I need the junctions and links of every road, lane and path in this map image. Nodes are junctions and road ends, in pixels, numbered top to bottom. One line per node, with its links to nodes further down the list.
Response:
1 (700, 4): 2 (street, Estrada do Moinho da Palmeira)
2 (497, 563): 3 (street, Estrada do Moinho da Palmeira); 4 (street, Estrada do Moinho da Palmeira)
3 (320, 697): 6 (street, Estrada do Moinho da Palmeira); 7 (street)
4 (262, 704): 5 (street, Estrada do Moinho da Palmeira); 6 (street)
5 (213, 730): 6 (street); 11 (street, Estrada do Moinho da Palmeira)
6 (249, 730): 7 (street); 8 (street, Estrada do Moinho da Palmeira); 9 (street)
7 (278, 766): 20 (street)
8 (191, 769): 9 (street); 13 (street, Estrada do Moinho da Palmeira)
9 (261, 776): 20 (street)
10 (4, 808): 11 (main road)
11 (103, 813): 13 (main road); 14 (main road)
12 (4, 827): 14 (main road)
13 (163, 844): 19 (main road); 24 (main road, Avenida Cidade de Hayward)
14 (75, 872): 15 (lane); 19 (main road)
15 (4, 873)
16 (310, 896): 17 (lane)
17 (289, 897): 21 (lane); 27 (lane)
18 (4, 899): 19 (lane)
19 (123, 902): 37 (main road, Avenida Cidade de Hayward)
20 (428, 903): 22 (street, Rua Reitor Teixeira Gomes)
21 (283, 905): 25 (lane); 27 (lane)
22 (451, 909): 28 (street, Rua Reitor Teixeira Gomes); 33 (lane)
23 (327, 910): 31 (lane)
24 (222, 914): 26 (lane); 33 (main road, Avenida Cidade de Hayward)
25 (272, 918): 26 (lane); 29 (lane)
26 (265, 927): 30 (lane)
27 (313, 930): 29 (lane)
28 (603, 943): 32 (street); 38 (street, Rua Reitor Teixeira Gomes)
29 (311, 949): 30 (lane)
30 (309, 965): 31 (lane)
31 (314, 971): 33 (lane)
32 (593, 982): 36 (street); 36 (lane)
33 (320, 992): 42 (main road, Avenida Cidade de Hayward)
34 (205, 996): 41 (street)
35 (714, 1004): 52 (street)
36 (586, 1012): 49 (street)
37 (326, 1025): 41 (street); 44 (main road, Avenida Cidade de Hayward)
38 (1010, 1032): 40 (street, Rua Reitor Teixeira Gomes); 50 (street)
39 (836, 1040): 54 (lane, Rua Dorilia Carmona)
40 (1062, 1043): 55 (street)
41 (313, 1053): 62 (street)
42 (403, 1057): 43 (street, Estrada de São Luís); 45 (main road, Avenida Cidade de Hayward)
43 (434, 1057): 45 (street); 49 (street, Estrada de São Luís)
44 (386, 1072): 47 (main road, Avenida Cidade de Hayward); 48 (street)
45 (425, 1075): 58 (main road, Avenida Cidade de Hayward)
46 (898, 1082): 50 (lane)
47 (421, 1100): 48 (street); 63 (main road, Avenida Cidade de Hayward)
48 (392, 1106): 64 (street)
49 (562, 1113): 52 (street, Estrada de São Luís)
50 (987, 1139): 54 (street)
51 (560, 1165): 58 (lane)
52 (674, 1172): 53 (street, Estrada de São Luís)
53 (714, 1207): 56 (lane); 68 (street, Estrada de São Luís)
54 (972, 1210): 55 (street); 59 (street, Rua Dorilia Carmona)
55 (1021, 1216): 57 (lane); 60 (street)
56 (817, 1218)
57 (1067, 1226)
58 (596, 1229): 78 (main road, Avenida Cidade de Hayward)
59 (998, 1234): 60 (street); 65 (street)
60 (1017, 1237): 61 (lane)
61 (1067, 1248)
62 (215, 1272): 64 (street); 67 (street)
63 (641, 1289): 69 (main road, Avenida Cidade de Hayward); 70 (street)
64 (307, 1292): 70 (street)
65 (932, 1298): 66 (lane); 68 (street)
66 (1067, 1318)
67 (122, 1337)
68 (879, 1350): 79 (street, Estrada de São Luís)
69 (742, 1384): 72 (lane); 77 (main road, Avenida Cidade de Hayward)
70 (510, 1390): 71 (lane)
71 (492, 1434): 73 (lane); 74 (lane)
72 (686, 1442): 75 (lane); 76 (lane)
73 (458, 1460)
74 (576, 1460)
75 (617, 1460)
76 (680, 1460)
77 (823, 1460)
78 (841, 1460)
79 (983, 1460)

- TASK REQUIREMENTS -
Taking the lines of the listing one by one, count those that contain "Luís", and answer with the number only.

- WRITTEN SOLUTION -
6